Öykünün Öyküsü: Dünya ve Türk Edebiyatında Öykünün Değişimi ve Öykü Türleri

Editör:
Rabia Yeşil
spot_img

Gerçek ya da gerçekleşme ihtimali olan kurgusal olay ya da durumların anlatıldığı; serim, düğüm ve çözüm bölümlerinden oluşan türe öykü denir. Öyküyü “öykü” yapan ögeler: Öykü kişileri, anlatıda işlenen olay örgüsü, anlatının geçtiği mekân ve zaman, anlatıcı ve bakış açısı olarak sıralanabilir. Bu tür, zamanla içerik ve biçimsel olarak değişime uğramıştır. Bu yazıda, geçmişten günümüze öykünün dönüşümünü, Dünya ve Türk edebiyatına yansımalarını inceleyeceğiz.

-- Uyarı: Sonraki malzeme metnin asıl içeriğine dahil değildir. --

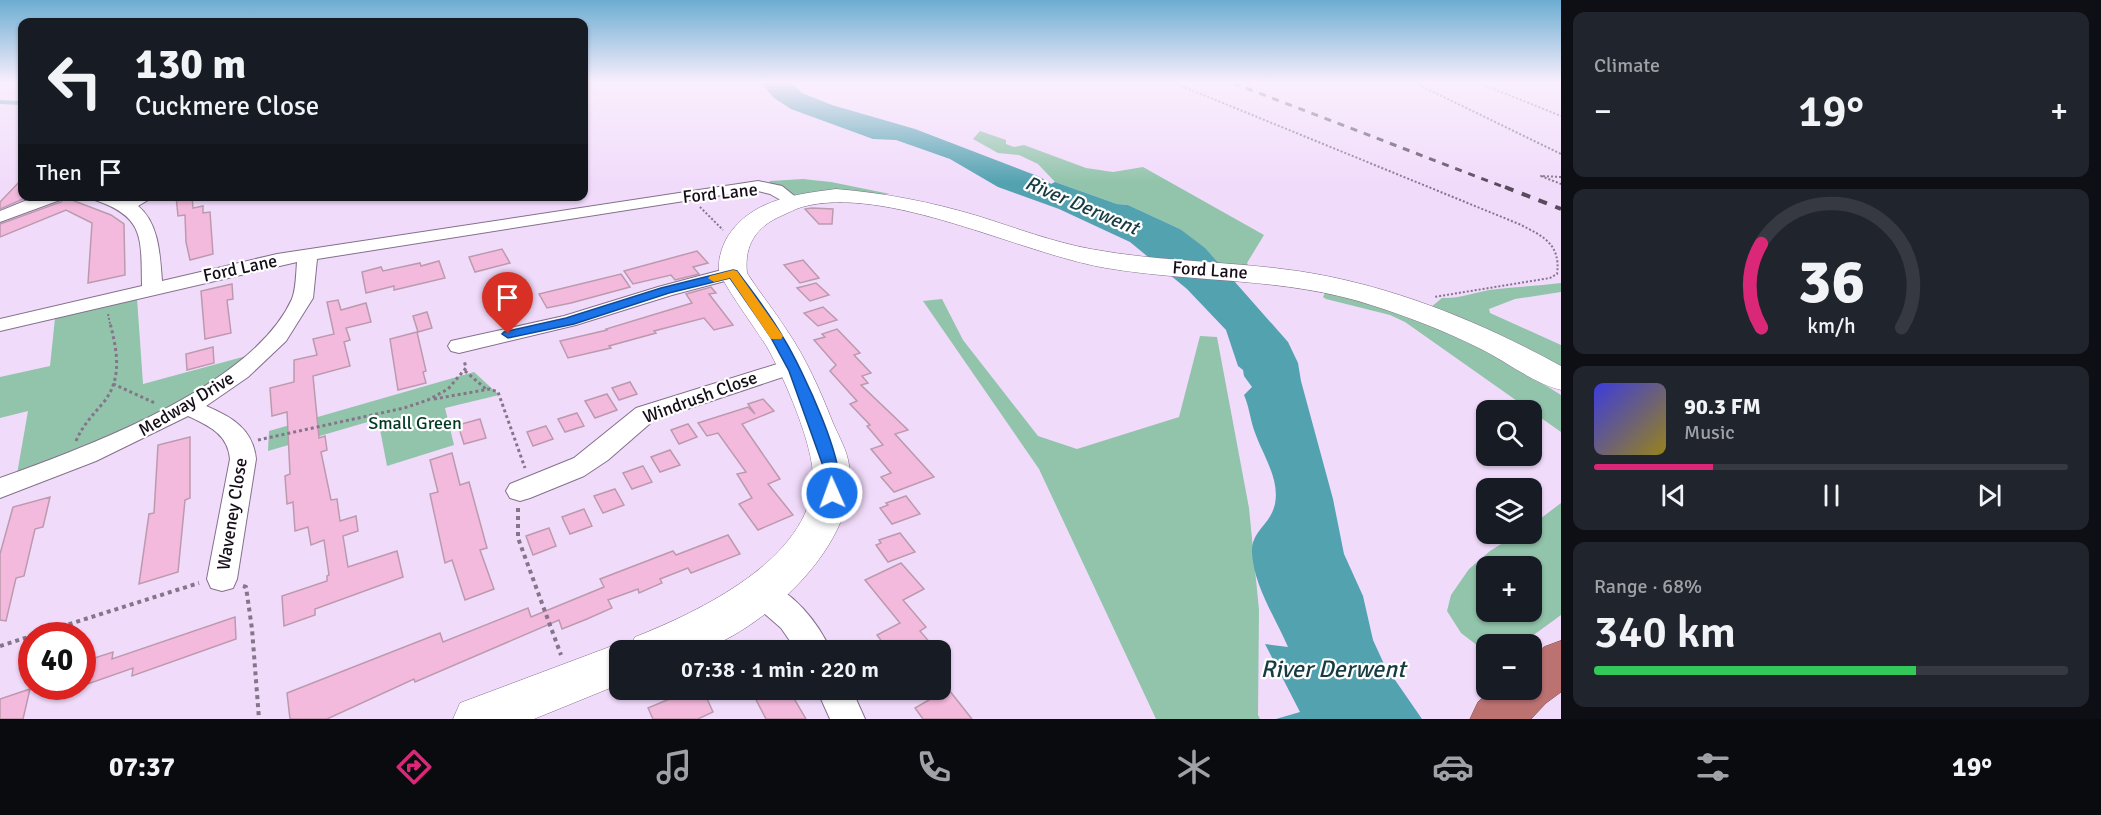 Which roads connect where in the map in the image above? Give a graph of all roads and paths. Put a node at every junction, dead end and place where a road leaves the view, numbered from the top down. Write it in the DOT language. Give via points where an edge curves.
graph roads {
  1 [pos="1257,117"];
  2 [pos="1484,117"];
  3 [pos="1561,154"];
  4 [pos="1561,177"];
  5 [pos="1561,184"];
  6 [pos="688,195"];
  7 [pos="41,201"];
  8 [pos="114,201"];
  9 [pos="134,201"];
  10 [pos="793,202"];
  11 [pos="124,205"];
  12 [pos="0,217"];
  13 [pos="740,236"];
  14 [pos="308,255"];
  15 [pos="733,273"];
  16 [pos="1559,275"];
  17 [pos="152,288"];
  18 [pos="104,300"];
  19 [pos="1403,303"];
  20 [pos="0,325"];
  21 [pos="459,346"];
  22 [pos="793,366"];
  23 [pos="465,371"];
  24 [pos="1561,380"];
  25 [pos="113,384"];
  26 [pos="487,390"];
  27 [pos="430,399"];
  28 [pos="183,409"];
  29 [pos="242,444"];
  30 [pos="67,464"];
  31 [pos="0,488"];
  32 [pos="525,489"];
  33 [pos="222,579"];
  34 [pos="762,593"];
  35 [pos="678,640"];
  36 [pos="808,640"];
  37 [pos="0,646"];
  38 [pos="1561,662"];
  39 [pos="609,667"];
  40 [pos="1542,678"];
  41 [pos="571,683"];
  42 [pos="839,700"];
  43 [pos="259,719"];
  44 [pos="477,719"];
  45 [pos="848,719"];
  1 -- 16 [label="path" via="1544,238 1560,260"];
  2 -- 3 [label="path"];
  4 -- 5 [label="path" via="1541,176"];
  6 -- 10 [label="street, Ford Lane" via="758,186 776,190"];
  6 -- 13 [label="path" via="725,232"];
  6 -- 14 [label="street, Ford Lane"];
  7 -- 12 [label="street"];
  8 -- 11 [label="street"];
  9 -- 11 [label="street"];
  10 -- 13 [label="street" via="764,214"];
  10 -- 19 [label="street, Ford Lane" via="849,196 885,199 1053,249 1134,264 1322,283"];
  11 -- 17 [label="street" via="139,216 145,227"];
  13 -- 15 [label="street" via="733,252"];
  14 -- 17 [label="street, Ford Lane"];
  14 -- 28 [label="street, Medway Drive" via="306,291 288,325 254,360"];
  15 -- 21 [label="street" via="569,321"];
  15 -- 22 [label="street"];
  16 -- 19 [label="path"];
  17 -- 18 [label="street, Ford Lane"];
  18 -- 20 [label="street, Ford Lane"];
  18 -- 25 [label="path" via="118,355"];
  19 -- 24 [label="street, Ford Lane" via="1495,343"];
  21 -- 23 [label="path"];
  22 -- 32 [label="street, Windrush Close" via="645,414 591,460"];
  22 -- 34 [label="street" via="831,466 832,493 822,522 795,561"];
  23 -- 26 [label="path"];
  23 -- 27 [label="path" via="448,389"];
  25 -- 28 [label="path"];
  25 -- 30 [label="path" via="105,401 83,425"];
  26 -- 27 [label="path"];
  26 -- 32 [label="path" via="498,392"];
  27 -- 29 [label="path"];
  28 -- 29 [label="street, Waveney Close" via="227,426"];
  28 -- 30 [label="street, Medway Drive"];
  29 -- 33 [label="street, Waveney Close" via="243,459"];
  30 -- 31 [label="street, Medway Drive"];
  32 -- 41 [label="path" via="518,538"];
  33 -- 37 [label="path"];
  33 -- 43 [label="path" via="246,587"];
  34 -- 35 [label="street"];
  34 -- 36 [label="street" via="783,607"];
  38 -- 40 [label="highway"];
  39 -- 41 [label="street"];
  41 -- 44 [label="street"];
  42 -- 45 [label="street"];
}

Öykünün En Bilinen Örneği: Decameron

Boccaccio, İtalyan edebiyatında öne çıkan düzyazı yazarlarındandır. Decameron metni, yaşadığı çağı başarılı bir şekilde yansıtmaktadır. “Başyapıt sayılan Decameron’da, Ortaçağ edebiyatına özgü yapısal bir çerçeve çizilmiştir. Eser 1348-1353 yılları arasında yazılmış, dönemin öykücülüğünün en güzel örneklerini anlatır” (Balamir, 2019, s. 77).

Eserde 100 öykü bulunmaktadır. Anlatılanlar burjuva sınıfına hitap etmektedir. “Yapıtın çerçevesini oluşturan en başta yer alan ön söz kısmı ve ilk günün başında yer alan uzun bir giriş kısmı bulunmaktadır” (s. 79). Yazar, bu bölümleri aşk tecrübesinden faydalanarak oluşturmuştur. “Boccaccio’nun yapıtında yer alan öykülerin çıkış noktası genel olarak aşktır. Özellikle bu konuyu seçmesi de yine kendi hayatındaki tecrübeden kaynaklanmaktadır” (s. 79). Anlatılanların inandırıcılığı ile yazarın kendi hayat tecrübesinden faydalanması arasında bir ilişki kurulabilir.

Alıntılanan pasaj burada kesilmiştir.